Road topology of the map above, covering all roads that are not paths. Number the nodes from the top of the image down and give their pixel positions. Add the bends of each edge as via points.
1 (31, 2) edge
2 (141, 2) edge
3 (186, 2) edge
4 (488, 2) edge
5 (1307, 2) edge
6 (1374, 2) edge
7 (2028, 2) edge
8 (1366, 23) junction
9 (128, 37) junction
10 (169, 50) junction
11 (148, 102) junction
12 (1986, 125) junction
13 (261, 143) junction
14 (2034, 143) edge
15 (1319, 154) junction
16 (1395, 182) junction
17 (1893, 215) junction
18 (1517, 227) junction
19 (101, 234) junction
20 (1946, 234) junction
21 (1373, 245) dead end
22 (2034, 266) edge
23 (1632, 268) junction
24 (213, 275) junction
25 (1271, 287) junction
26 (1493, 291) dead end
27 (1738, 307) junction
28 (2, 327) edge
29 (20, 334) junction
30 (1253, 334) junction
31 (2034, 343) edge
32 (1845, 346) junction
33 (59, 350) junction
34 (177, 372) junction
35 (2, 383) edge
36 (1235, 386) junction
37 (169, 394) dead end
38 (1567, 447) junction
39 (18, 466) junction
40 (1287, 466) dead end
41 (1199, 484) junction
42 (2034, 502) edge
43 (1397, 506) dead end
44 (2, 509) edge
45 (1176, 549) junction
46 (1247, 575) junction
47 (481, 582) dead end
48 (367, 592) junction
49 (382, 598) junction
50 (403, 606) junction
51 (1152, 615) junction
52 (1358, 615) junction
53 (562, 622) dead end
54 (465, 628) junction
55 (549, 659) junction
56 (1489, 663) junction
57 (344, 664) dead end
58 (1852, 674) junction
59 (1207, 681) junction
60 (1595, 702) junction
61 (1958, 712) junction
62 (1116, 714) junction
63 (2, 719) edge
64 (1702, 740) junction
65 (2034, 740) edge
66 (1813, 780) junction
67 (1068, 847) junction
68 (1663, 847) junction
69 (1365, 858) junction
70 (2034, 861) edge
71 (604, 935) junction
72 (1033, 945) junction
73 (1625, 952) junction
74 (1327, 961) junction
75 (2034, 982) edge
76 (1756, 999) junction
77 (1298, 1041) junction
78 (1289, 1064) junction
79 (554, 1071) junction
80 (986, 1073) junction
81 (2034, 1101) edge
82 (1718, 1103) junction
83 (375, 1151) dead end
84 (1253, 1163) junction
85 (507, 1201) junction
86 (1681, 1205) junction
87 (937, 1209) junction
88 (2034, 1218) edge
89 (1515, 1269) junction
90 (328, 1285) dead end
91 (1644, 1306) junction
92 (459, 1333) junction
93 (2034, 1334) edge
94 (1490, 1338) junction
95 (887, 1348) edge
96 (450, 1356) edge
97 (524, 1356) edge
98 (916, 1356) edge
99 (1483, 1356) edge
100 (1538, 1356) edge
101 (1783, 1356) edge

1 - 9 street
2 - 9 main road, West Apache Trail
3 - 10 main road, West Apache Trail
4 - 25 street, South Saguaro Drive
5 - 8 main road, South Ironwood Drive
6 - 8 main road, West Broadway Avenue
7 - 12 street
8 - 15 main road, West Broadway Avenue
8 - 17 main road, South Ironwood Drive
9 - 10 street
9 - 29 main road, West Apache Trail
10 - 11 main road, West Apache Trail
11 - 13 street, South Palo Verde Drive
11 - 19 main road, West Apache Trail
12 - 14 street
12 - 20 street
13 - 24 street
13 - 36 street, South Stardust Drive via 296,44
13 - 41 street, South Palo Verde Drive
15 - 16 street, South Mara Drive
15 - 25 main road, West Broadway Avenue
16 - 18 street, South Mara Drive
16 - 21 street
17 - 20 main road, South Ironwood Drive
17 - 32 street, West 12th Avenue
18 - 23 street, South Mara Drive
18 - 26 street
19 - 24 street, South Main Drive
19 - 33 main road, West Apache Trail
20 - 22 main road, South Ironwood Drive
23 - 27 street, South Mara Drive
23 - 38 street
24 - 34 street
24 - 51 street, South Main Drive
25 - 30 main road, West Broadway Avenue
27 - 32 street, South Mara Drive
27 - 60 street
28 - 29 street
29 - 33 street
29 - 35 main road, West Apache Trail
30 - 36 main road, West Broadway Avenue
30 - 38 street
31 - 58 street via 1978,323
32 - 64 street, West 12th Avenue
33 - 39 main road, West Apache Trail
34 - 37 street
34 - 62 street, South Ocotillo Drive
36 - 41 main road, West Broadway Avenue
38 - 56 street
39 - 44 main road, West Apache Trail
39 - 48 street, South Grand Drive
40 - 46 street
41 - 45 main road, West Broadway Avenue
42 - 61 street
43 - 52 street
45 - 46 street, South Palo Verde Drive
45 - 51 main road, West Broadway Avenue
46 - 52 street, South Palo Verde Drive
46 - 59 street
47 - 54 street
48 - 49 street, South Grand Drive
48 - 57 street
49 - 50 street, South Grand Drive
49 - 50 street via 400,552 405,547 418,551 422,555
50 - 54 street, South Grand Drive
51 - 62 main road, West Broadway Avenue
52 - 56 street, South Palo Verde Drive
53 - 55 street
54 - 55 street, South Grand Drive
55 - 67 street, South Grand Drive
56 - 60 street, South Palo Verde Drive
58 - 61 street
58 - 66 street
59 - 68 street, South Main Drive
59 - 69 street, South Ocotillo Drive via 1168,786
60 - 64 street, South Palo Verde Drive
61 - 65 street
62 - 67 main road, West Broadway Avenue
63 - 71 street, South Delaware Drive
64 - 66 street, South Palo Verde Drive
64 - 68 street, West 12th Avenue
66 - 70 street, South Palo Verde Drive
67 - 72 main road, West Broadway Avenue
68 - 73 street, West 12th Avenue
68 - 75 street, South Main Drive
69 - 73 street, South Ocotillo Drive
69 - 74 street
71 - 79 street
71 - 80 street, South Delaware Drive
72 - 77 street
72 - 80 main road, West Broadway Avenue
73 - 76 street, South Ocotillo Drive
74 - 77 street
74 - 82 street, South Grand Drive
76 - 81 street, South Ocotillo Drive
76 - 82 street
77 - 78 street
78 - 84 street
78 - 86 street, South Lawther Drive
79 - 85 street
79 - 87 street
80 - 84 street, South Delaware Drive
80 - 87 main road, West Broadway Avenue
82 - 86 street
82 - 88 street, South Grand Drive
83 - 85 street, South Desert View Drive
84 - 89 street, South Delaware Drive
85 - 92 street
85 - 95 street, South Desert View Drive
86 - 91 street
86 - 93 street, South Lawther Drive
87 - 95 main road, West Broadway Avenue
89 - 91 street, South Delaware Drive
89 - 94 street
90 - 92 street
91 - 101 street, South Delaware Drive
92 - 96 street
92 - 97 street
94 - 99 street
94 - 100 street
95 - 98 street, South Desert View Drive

****************

» What you are asked to do
Return a copy of each line in the entries that carries the string "Delaware".

» Problem solution
63 - 71 street, South Delaware Drive
71 - 80 street, South Delaware Drive
80 - 84 street, South Delaware Drive
84 - 89 street, South Delaware Drive
89 - 91 street, South Delaware Drive
91 - 101 street, South Delaware Drive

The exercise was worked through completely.